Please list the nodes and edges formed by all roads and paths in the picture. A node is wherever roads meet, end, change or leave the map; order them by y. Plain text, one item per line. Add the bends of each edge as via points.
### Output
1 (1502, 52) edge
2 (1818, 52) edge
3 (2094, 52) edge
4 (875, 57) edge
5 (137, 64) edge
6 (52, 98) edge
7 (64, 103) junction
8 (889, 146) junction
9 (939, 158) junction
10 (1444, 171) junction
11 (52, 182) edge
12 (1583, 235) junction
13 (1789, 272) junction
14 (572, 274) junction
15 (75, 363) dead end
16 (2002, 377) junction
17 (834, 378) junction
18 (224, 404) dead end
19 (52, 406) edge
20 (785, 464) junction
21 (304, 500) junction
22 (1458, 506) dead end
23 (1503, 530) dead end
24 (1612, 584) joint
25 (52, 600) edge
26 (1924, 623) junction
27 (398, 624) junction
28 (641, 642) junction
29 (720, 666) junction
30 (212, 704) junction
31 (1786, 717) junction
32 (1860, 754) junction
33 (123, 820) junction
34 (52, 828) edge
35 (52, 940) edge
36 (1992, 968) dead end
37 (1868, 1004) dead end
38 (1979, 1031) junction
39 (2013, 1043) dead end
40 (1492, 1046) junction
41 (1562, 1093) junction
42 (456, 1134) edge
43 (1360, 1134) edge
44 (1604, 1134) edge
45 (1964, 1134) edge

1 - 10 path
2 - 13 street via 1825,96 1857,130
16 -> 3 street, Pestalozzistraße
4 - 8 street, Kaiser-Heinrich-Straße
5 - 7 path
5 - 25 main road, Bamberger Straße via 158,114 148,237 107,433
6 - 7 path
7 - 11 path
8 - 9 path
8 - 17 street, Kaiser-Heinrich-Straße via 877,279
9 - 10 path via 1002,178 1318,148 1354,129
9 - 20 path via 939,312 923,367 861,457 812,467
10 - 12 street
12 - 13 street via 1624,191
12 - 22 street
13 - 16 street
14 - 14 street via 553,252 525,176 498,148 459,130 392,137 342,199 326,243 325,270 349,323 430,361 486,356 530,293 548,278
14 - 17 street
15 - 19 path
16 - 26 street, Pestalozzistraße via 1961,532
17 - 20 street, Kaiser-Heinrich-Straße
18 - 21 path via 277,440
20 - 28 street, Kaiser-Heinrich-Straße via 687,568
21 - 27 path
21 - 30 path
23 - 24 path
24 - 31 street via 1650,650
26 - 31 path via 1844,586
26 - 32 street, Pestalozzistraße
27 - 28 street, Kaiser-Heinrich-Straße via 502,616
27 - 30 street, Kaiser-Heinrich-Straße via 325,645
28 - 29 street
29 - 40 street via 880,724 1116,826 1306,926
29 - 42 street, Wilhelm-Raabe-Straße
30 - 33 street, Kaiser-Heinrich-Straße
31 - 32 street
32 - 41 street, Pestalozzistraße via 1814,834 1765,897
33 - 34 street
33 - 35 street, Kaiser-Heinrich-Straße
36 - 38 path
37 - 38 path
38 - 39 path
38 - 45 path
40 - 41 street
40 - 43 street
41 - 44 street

+===+

## Task brief
Which lines in the records above include the word "Heinrich"? Copy them out.

## Reply
4 - 8 street, Kaiser-Heinrich-Straße
8 - 17 street, Kaiser-Heinrich-Straße via 877,279
17 - 20 street, Kaiser-Heinrich-Straße
20 - 28 street, Kaiser-Heinrich-Straße via 687,568
27 - 28 street, Kaiser-Heinrich-Straße via 502,616
27 - 30 street, Kaiser-Heinrich-Straße via 325,645
30 - 33 street, Kaiser-Heinrich-Straße
33 - 35 street, Kaiser-Heinrich-Straße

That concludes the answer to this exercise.